(Beginning of The data)
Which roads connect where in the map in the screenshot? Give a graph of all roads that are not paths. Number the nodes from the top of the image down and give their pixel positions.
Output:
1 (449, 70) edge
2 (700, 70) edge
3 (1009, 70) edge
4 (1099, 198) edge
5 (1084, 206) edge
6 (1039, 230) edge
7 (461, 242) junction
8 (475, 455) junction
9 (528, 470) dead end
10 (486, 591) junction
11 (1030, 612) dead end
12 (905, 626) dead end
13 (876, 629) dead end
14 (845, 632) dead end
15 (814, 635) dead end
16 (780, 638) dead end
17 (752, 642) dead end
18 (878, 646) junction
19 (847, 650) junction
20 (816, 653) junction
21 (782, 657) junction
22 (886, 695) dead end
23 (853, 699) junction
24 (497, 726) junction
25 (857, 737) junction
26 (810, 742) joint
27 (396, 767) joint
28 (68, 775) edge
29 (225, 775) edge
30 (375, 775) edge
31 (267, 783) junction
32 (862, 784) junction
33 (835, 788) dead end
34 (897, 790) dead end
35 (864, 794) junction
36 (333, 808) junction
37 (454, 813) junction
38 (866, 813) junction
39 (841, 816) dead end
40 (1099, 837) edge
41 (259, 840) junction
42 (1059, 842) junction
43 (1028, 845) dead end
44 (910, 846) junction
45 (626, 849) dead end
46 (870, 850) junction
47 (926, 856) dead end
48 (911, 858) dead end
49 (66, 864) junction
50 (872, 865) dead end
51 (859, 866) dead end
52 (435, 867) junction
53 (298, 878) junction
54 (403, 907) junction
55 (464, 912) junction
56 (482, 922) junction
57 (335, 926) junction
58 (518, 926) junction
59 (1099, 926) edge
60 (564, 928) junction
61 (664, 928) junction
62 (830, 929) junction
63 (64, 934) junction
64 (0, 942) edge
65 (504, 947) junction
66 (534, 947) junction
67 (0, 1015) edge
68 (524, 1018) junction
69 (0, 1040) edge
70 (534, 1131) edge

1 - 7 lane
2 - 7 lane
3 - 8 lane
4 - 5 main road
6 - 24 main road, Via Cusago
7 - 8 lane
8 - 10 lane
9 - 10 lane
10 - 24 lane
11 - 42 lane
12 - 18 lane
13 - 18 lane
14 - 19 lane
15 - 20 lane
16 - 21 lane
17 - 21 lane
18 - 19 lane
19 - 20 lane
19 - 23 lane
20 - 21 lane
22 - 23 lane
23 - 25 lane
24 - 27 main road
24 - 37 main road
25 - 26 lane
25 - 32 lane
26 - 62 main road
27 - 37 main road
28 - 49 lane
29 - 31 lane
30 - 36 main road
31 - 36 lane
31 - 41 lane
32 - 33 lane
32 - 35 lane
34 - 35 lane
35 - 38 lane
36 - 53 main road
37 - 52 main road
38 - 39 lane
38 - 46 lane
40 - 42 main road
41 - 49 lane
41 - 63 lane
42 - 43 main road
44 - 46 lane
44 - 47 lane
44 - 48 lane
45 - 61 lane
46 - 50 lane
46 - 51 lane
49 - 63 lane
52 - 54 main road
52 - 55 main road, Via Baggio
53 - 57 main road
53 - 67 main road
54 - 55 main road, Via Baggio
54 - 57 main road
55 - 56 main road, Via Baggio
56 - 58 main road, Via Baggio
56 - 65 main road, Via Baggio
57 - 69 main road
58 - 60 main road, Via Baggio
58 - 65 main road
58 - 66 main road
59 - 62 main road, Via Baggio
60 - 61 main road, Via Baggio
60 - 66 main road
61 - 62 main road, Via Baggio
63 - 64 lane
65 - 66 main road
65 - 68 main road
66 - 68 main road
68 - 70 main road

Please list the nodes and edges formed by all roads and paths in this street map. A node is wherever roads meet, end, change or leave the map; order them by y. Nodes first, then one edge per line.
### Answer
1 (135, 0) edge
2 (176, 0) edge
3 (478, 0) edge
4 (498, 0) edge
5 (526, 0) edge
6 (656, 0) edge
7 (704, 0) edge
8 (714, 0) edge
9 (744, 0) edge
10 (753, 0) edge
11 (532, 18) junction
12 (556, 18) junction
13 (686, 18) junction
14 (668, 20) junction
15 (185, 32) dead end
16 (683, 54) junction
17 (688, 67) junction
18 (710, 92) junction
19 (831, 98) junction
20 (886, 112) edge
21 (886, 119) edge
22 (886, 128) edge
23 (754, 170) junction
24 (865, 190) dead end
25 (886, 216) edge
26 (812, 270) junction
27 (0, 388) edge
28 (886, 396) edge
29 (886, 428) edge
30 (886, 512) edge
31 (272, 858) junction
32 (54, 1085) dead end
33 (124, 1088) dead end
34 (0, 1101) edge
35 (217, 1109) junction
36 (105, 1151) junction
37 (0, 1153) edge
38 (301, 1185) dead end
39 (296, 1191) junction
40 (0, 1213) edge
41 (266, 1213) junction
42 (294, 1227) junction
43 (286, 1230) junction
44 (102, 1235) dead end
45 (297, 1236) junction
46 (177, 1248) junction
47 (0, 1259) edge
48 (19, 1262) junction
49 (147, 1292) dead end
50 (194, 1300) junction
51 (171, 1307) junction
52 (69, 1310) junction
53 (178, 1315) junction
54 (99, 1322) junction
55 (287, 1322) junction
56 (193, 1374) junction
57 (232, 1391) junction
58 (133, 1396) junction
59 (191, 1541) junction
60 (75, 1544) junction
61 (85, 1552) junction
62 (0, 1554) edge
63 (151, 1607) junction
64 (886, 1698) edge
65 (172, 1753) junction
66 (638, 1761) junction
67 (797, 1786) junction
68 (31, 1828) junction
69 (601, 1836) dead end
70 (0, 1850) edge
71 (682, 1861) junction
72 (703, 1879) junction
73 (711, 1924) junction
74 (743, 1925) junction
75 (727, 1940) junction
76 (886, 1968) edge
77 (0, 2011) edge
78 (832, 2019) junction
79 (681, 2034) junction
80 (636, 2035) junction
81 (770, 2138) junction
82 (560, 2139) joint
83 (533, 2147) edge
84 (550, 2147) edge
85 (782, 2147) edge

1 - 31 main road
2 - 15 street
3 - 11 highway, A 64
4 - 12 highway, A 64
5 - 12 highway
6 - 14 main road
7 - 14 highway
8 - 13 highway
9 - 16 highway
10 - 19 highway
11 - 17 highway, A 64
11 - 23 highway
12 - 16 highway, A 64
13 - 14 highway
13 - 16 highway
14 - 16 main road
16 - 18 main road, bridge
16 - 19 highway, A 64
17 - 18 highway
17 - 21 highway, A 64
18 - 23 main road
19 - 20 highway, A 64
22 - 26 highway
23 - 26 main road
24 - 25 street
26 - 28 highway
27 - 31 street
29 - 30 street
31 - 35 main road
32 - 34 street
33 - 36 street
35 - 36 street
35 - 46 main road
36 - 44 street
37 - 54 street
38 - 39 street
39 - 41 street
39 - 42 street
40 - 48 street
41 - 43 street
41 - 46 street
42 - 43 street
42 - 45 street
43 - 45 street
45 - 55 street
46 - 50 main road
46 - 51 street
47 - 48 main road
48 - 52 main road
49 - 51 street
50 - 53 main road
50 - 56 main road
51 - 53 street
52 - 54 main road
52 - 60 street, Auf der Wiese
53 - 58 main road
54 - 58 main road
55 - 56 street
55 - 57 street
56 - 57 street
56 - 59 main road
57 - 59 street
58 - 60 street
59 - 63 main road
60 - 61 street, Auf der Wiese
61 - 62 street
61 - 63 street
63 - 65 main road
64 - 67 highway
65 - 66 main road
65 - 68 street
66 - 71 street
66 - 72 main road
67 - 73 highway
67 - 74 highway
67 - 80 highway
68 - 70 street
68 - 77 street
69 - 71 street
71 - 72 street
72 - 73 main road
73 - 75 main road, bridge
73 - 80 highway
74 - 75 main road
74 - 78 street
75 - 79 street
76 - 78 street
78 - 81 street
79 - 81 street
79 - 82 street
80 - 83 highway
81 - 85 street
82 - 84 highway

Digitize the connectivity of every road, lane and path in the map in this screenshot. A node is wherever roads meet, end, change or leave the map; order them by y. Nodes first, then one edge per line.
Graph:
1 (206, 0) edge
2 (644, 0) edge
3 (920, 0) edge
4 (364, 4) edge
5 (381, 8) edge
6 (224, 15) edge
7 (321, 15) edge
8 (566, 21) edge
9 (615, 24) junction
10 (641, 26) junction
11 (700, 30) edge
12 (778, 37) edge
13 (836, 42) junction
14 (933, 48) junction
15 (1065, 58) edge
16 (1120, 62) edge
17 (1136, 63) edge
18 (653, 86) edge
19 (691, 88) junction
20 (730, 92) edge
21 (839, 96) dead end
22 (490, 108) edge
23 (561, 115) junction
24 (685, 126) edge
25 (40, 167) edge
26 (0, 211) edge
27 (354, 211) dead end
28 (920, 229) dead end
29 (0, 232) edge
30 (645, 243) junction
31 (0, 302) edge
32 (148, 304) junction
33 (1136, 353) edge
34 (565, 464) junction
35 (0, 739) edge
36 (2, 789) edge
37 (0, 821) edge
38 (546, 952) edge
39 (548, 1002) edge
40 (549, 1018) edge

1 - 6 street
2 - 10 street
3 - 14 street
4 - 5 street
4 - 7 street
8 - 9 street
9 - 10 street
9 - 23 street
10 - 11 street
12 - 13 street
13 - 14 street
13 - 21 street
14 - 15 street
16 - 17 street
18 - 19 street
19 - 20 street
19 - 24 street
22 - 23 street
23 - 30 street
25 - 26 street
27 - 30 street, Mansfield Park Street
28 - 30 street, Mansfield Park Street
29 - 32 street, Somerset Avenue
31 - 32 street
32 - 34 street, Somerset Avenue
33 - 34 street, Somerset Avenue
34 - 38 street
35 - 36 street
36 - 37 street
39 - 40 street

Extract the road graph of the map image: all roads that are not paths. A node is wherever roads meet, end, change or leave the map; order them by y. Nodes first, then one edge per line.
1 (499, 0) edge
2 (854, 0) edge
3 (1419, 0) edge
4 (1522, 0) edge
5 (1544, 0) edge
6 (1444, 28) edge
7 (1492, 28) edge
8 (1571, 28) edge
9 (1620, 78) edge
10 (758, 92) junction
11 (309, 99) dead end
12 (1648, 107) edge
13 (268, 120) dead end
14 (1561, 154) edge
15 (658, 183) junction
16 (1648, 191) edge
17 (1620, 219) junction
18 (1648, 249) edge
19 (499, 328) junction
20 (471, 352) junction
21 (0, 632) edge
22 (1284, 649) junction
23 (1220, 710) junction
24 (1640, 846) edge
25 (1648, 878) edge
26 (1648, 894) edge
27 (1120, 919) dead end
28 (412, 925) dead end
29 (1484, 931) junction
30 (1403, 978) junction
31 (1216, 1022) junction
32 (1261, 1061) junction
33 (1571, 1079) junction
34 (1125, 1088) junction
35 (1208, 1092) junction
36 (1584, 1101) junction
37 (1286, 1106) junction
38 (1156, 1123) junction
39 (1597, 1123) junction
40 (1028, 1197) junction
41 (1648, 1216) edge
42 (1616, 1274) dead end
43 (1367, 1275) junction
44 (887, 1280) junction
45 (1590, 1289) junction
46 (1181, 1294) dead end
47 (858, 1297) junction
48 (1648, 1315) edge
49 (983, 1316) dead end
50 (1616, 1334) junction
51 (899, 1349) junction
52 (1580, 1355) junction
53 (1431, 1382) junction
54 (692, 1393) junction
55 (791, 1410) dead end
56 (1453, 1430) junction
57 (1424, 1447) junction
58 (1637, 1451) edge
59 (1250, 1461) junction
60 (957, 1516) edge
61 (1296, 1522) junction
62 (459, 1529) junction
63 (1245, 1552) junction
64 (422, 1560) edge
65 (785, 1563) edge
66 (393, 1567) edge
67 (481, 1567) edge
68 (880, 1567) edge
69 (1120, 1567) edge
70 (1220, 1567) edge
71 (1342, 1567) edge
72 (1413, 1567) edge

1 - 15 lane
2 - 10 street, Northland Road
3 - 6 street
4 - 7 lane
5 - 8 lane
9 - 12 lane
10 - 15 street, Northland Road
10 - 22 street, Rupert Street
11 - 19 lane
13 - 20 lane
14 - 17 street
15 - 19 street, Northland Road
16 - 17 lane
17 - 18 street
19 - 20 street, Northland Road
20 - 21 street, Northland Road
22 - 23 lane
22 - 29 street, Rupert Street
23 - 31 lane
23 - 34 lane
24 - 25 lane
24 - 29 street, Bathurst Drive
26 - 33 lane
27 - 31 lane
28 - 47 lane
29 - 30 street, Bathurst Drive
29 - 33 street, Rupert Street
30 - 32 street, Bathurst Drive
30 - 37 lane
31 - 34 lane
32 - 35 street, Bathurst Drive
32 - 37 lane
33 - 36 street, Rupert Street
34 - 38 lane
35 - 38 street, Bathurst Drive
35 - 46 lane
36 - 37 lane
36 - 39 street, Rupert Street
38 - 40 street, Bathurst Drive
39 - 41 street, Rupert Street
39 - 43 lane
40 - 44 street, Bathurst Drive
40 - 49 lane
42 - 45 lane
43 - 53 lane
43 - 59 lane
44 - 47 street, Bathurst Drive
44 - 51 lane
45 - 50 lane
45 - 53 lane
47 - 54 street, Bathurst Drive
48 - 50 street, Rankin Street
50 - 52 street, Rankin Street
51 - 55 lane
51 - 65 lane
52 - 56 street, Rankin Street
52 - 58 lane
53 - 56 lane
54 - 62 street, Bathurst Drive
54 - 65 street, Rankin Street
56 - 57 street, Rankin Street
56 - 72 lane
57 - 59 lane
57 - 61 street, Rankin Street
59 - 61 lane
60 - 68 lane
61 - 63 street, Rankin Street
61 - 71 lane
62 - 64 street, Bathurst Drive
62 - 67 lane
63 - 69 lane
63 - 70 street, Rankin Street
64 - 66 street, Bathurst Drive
(End of The data)
• Exercise description:
Show all lines in the entries above where the string "Park" appears.

• Answer for this exercise:
27 - 30 street, Mansfield Park Street
28 - 30 street, Mansfield Park Street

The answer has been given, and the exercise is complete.